The whole listing, except its pictures, is to be repeated exactly.

── INPUT DATA

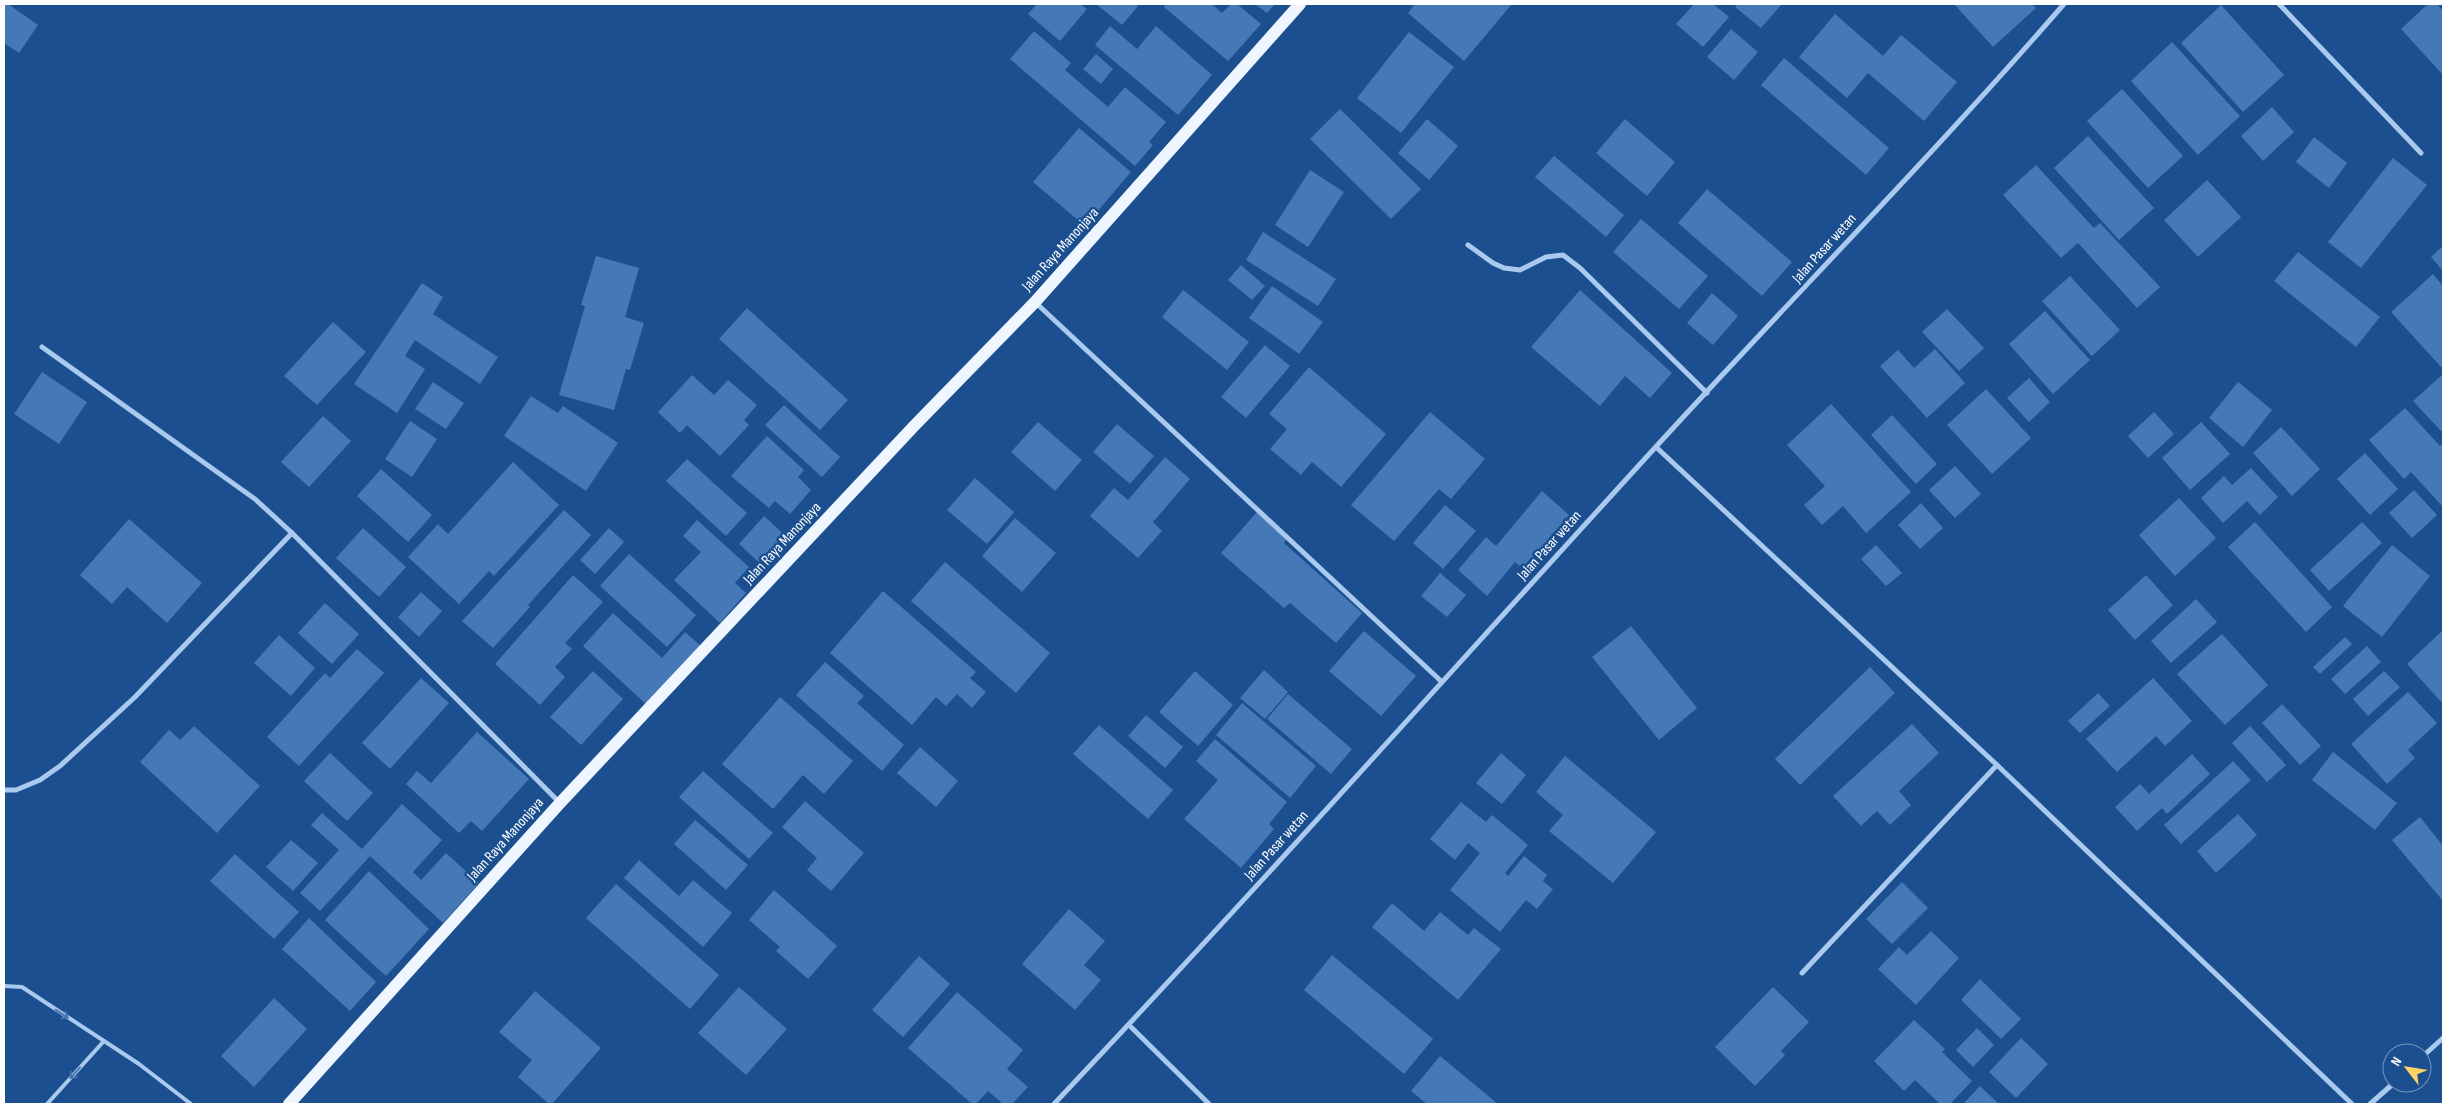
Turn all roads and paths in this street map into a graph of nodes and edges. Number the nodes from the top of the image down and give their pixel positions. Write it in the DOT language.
graph roads {
  1 [pos="1300,4"];
  2 [pos="2064,4"];
  3 [pos="2280,4"];
  4 [pos="2421,153"];
  5 [pos="1468,245"];
  6 [pos="1035,302"];
  7 [pos="42,347"];
  8 [pos="1707,393"];
  9 [pos="1656,447"];
  10 [pos="292,533"];
  11 [pos="1442,682"];
  12 [pos="1998,765"];
  13 [pos="4,790"];
  14 [pos="560,802"];
  15 [pos="1802,973"];
  16 [pos="4,986"];
  17 [pos="1128,1025"];
  18 [pos="2443,1038"];
  19 [pos="104,1041"];
  20 [pos="2432,1048"];
  21 [pos="2383,1093"];
  22 [pos="47,1104"];
  23 [pos="191,1104"];
  24 [pos="289,1104"];
  25 [pos="1054,1104"];
  26 [pos="1209,1104"];
  27 [pos="2352,1104"];
  28 [pos="2370,1104"];
  1 -- 6 [label="main road, Jalan Raya Manonjaya"];
  2 -- 8 [label="street, Jalan Pasar wetan"];
  3 -- 4 [label="street"];
  5 -- 8 [label="street"];
  6 -- 11 [label="street"];
  6 -- 14 [label="main road, Jalan Raya Manonjaya"];
  7 -- 10 [label="street"];
  8 -- 9 [label="street, Jalan Pasar wetan"];
  9 -- 11 [label="street, Jalan Pasar wetan"];
  9 -- 12 [label="street"];
  10 -- 13 [label="street"];
  10 -- 14 [label="street"];
  11 -- 17 [label="street, Jalan Pasar wetan"];
  12 -- 15 [label="street"];
  12 -- 27 [label="street"];
  14 -- 24 [label="main road, Jalan Raya Manonjaya"];
  16 -- 19 [label="lane, one-way"];
  17 -- 25 [label="street, Jalan Pasar wetan"];
  17 -- 26 [label="street"];
  18 -- 20 [label="street"];
  19 -- 22 [label="lane, one-way"];
  19 -- 23 [label="lane"];
  21 -- 28 [label="street"];
}
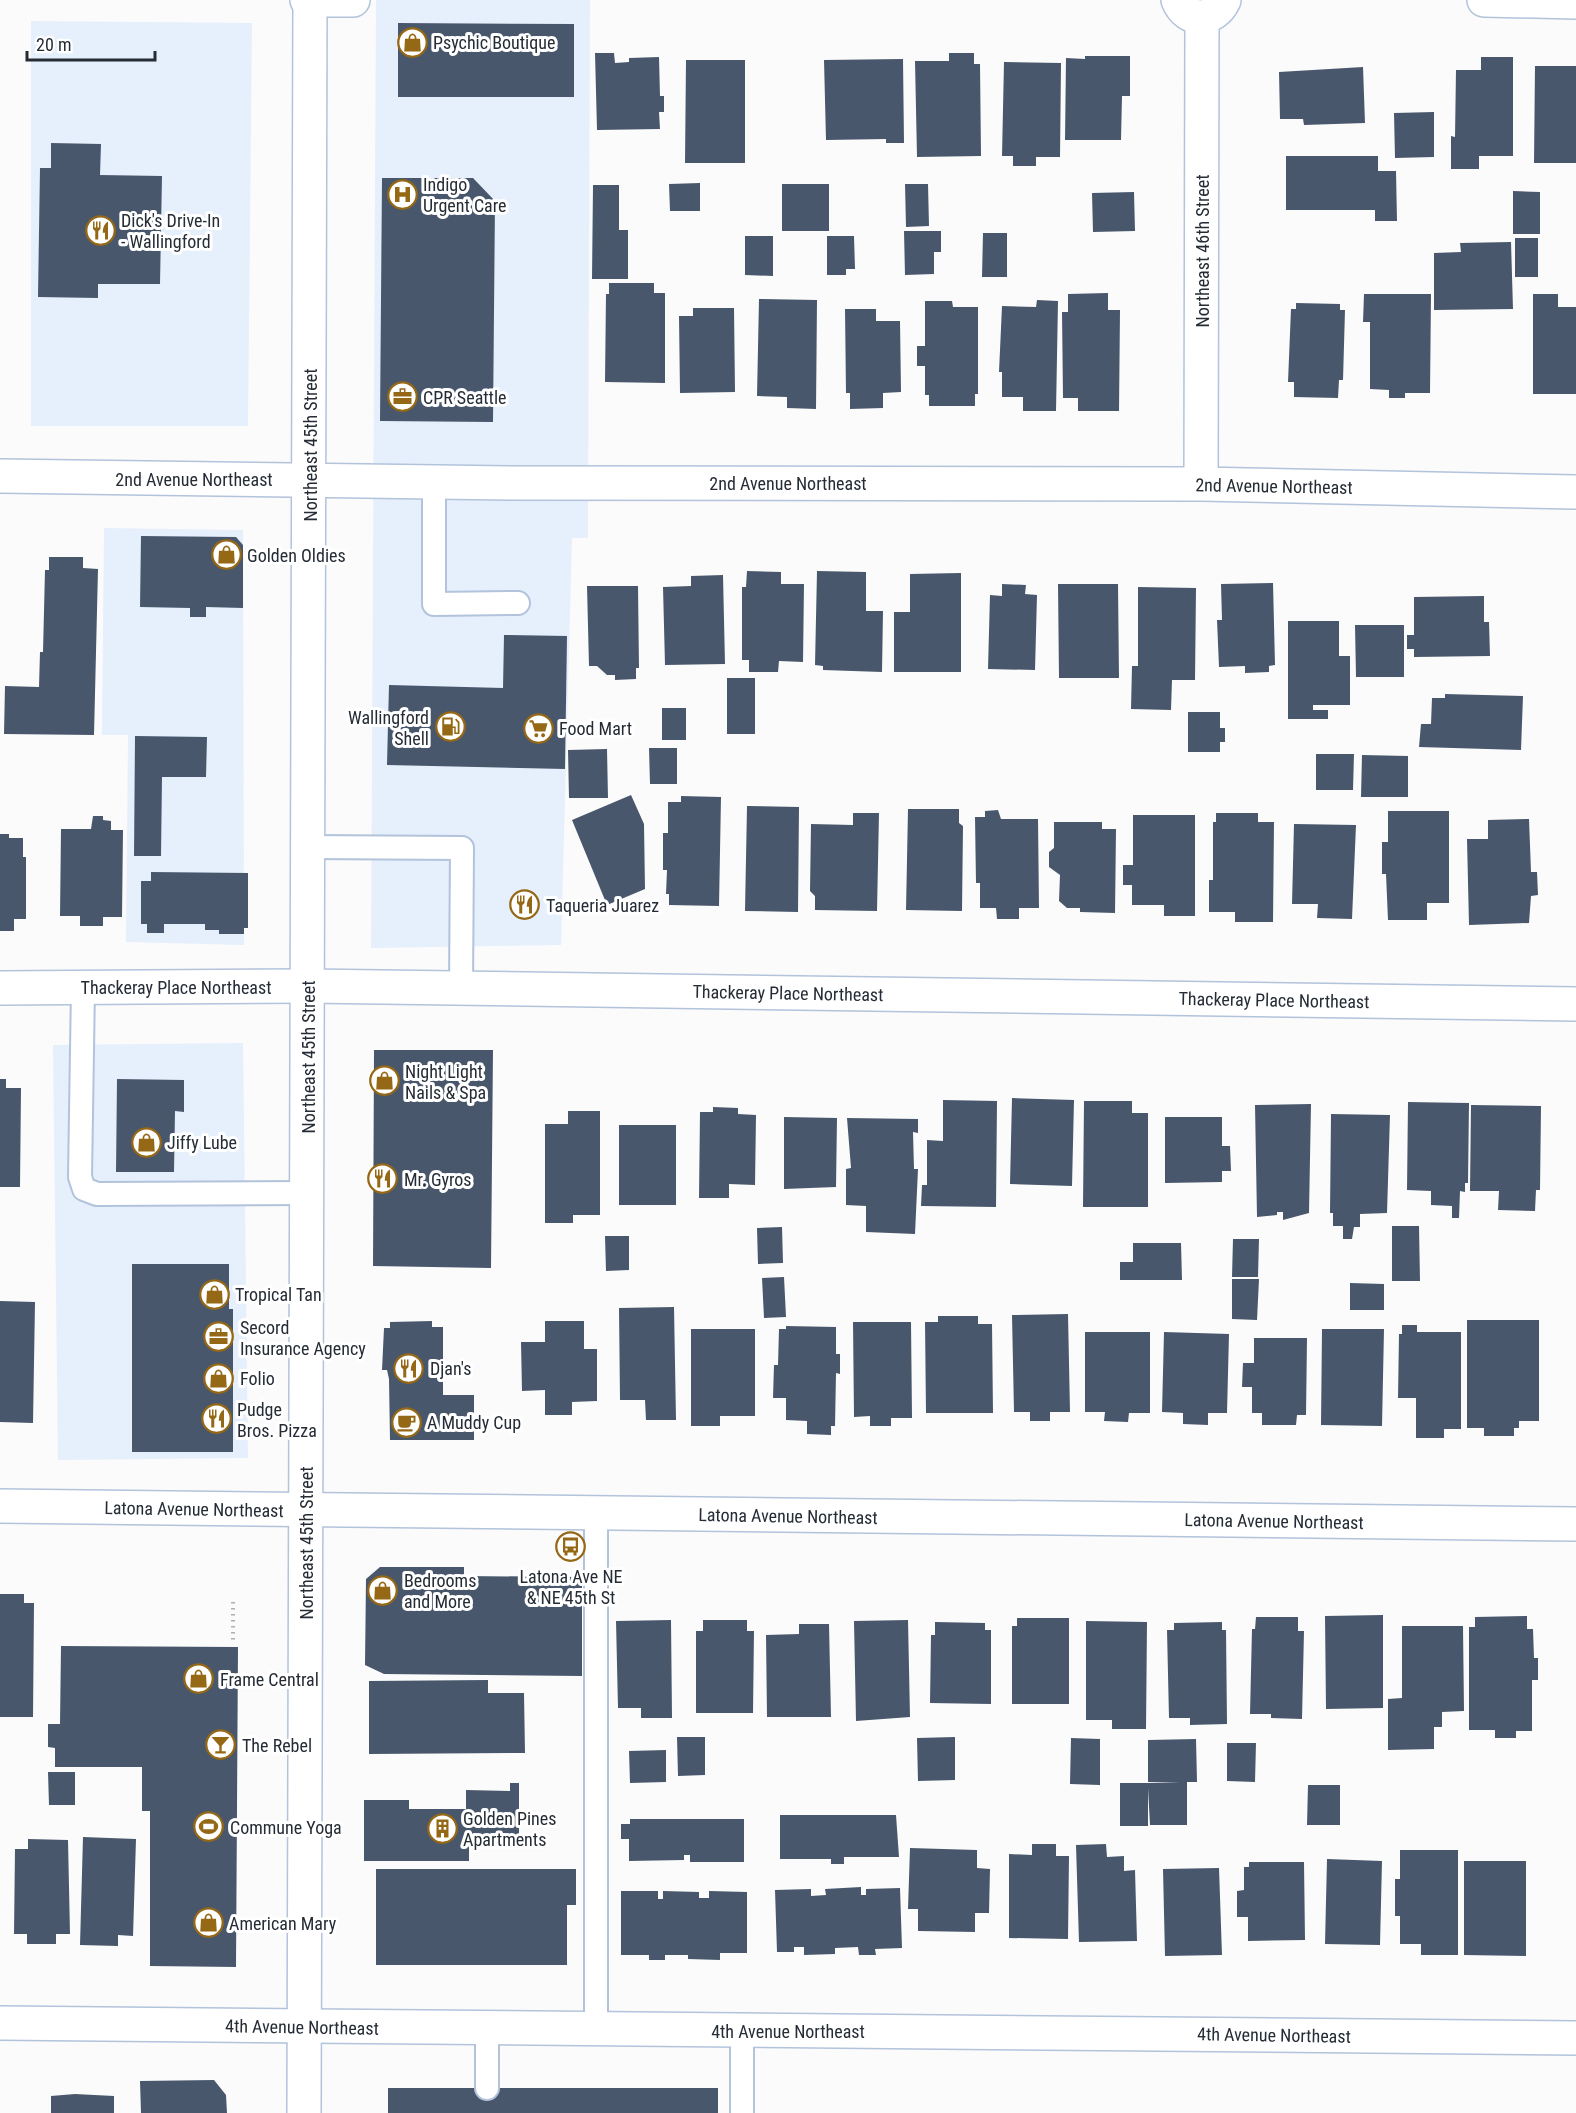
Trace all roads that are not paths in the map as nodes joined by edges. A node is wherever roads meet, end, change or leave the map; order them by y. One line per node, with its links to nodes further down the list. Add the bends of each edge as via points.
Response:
1 (309, 0): 2 (street); 7 (street, Northeast 45th Street)
2 (353, 0)
3 (1484, 0): 4 (street)
4 (1576, 2)
5 (1201, 6): 9 (street, Northeast 46th Street)
6 (0, 476): 7 (street, 2nd Avenue Northeast)
7 (310, 479): 8 (street, 2nd Avenue Northeast); 12 (street, Northeast 45th Street)
8 (434, 481): 9 (street, 2nd Avenue Northeast); 11 (lane, via 434,604)
9 (1201, 484): 10 (street, 2nd Avenue Northeast)
10 (1576, 492)
11 (518, 603)
12 (308, 847): 13 (street, Northeast 45th Street); 16 (lane, via 462,848)
13 (308, 986): 14 (street, Thackeray Place Northeast); 16 (street, Thackeray Place Northeast); 18 (street, Northeast 45th Street)
14 (83, 987): 15 (street, Thackeray Place Northeast); 18 (lane, via 80,1177 84,1190 97,1194)
15 (0, 988)
16 (461, 988): 17 (street, Thackeray Place Northeast)
17 (1576, 1004)
18 (308, 1193): 20 (street, Northeast 45th Street)
19 (0, 1506): 20 (street, Latona Avenue Northeast)
20 (307, 1511): 21 (street, Latona Avenue Northeast); 24 (street, Northeast 45th Street)
21 (596, 1514): 22 (street, Latona Avenue Northeast); 26 (lane)
22 (1576, 1524)
23 (0, 2023): 24 (street, 4th Avenue Northeast)
24 (305, 2027): 25 (street, 4th Avenue Northeast); 30 (street, Northeast 45th Street)
25 (487, 2029): 26 (street, 4th Avenue Northeast); 29 (lane)
26 (596, 2030): 27 (street, 4th Avenue Northeast)
27 (742, 2031): 28 (street, 4th Avenue Northeast); 31 (lane)
28 (1576, 2038)
29 (487, 2088)
30 (304, 2113)
31 (742, 2113)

────

● SOLUTION TO THE PROBLEM:
Turn all roads and paths in this street map into a graph of nodes and edges. Number the nodes from the top of the image down and give their pixel positions. Write it in the DOT language.
graph roads {
  1 [pos="1300,4"];
  2 [pos="2064,4"];
  3 [pos="2280,4"];
  4 [pos="2421,153"];
  5 [pos="1468,245"];
  6 [pos="1035,302"];
  7 [pos="42,347"];
  8 [pos="1707,393"];
  9 [pos="1656,447"];
  10 [pos="292,533"];
  11 [pos="1442,682"];
  12 [pos="1998,765"];
  13 [pos="4,790"];
  14 [pos="560,802"];
  15 [pos="1802,973"];
  16 [pos="4,986"];
  17 [pos="1128,1025"];
  18 [pos="2443,1038"];
  19 [pos="104,1041"];
  20 [pos="2432,1048"];
  21 [pos="2383,1093"];
  22 [pos="47,1104"];
  23 [pos="191,1104"];
  24 [pos="289,1104"];
  25 [pos="1054,1104"];
  26 [pos="1209,1104"];
  27 [pos="2352,1104"];
  28 [pos="2370,1104"];
  1 -- 6 [label="main road, Jalan Raya Manonjaya"];
  2 -- 8 [label="street, Jalan Pasar wetan"];
  3 -- 4 [label="street"];
  5 -- 8 [label="street"];
  6 -- 11 [label="street"];
  6 -- 14 [label="main road, Jalan Raya Manonjaya"];
  7 -- 10 [label="street"];
  8 -- 9 [label="street, Jalan Pasar wetan"];
  9 -- 11 [label="street, Jalan Pasar wetan"];
  9 -- 12 [label="street"];
  10 -- 13 [label="street"];
  10 -- 14 [label="street"];
  11 -- 17 [label="street, Jalan Pasar wetan"];
  12 -- 15 [label="street"];
  12 -- 27 [label="street"];
  14 -- 24 [label="main road, Jalan Raya Manonjaya"];
  16 -- 19 [label="lane, one-way"];
  17 -- 25 [label="street, Jalan Pasar wetan"];
  17 -- 26 [label="street"];
  18 -- 20 [label="street"];
  19 -- 22 [label="lane, one-way"];
  19 -- 23 [label="lane"];
  21 -- 28 [label="street"];
}
Trace all roads that are not paths in the map as nodes joined by edges. A node is wherever roads meet, end, change or leave the map; order them by y. One line per node, with its links to nodes further down the list. Add the bends of each edge as via points.
Response:
1 (309, 0): 2 (street); 7 (street, Northeast 45th Street)
2 (353, 0)
3 (1484, 0): 4 (street)
4 (1576, 2)
5 (1201, 6): 9 (street, Northeast 46th Street)
6 (0, 476): 7 (street, 2nd Avenue Northeast)
7 (310, 479): 8 (street, 2nd Avenue Northeast); 12 (street, Northeast 45th Street)
8 (434, 481): 9 (street, 2nd Avenue Northeast); 11 (lane, via 434,604)
9 (1201, 484): 10 (street, 2nd Avenue Northeast)
10 (1576, 492)
11 (518, 603)
12 (308, 847): 13 (street, Northeast 45th Street); 16 (lane, via 462,848)
13 (308, 986): 14 (street, Thackeray Place Northeast); 16 (street, Thackeray Place Northeast); 18 (street, Northeast 45th Street)
14 (83, 987): 15 (street, Thackeray Place Northeast); 18 (lane, via 80,1177 84,1190 97,1194)
15 (0, 988)
16 (461, 988): 17 (street, Thackeray Place Northeast)
17 (1576, 1004)
18 (308, 1193): 20 (street, Northeast 45th Street)
19 (0, 1506): 20 (street, Latona Avenue Northeast)
20 (307, 1511): 21 (street, Latona Avenue Northeast); 24 (street, Northeast 45th Street)
21 (596, 1514): 22 (street, Latona Avenue Northeast); 26 (lane)
22 (1576, 1524)
23 (0, 2023): 24 (street, 4th Avenue Northeast)
24 (305, 2027): 25 (street, 4th Avenue Northeast); 30 (street, Northeast 45th Street)
25 (487, 2029): 26 (street, 4th Avenue Northeast); 29 (lane)
26 (596, 2030): 27 (street, 4th Avenue Northeast)
27 (742, 2031): 28 (street, 4th Avenue Northeast); 31 (lane)
28 (1576, 2038)
29 (487, 2088)
30 (304, 2113)
31 (742, 2113)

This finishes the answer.